Data extracts:
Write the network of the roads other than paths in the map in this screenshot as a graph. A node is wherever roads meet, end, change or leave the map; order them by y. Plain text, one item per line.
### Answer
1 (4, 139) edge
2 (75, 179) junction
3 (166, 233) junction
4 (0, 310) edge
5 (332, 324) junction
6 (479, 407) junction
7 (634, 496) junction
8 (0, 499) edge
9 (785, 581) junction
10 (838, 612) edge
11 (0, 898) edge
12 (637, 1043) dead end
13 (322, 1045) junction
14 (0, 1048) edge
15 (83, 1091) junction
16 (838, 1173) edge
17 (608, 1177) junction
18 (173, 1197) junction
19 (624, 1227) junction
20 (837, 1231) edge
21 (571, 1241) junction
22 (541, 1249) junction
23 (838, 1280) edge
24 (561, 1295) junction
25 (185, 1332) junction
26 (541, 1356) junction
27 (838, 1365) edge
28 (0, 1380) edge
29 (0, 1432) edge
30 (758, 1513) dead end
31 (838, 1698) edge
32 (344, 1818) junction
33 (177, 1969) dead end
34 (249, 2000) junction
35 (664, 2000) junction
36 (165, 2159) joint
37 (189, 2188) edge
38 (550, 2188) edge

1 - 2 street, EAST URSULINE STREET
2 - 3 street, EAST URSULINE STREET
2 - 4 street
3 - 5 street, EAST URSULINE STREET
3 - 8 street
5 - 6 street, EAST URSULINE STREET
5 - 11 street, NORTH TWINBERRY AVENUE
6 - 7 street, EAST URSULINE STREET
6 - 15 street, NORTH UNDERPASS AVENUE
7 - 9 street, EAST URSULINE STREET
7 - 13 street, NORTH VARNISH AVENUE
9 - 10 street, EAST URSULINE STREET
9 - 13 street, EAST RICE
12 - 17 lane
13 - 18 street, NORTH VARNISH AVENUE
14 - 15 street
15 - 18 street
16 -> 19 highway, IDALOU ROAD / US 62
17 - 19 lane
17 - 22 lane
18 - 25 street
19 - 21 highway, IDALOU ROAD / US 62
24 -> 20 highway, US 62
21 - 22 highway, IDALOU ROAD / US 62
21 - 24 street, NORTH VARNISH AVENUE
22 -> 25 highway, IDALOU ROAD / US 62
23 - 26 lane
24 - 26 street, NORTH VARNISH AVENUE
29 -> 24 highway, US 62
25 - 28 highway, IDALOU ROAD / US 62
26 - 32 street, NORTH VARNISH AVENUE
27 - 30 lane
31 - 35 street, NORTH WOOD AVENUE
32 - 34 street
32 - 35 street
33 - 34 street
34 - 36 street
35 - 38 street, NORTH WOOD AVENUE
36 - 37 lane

Required action: Lines of the data above that include the string "WOOD" must each be copied.

Output below:
31 - 35 street, NORTH WOOD AVENUE
35 - 38 street, NORTH WOOD AVENUE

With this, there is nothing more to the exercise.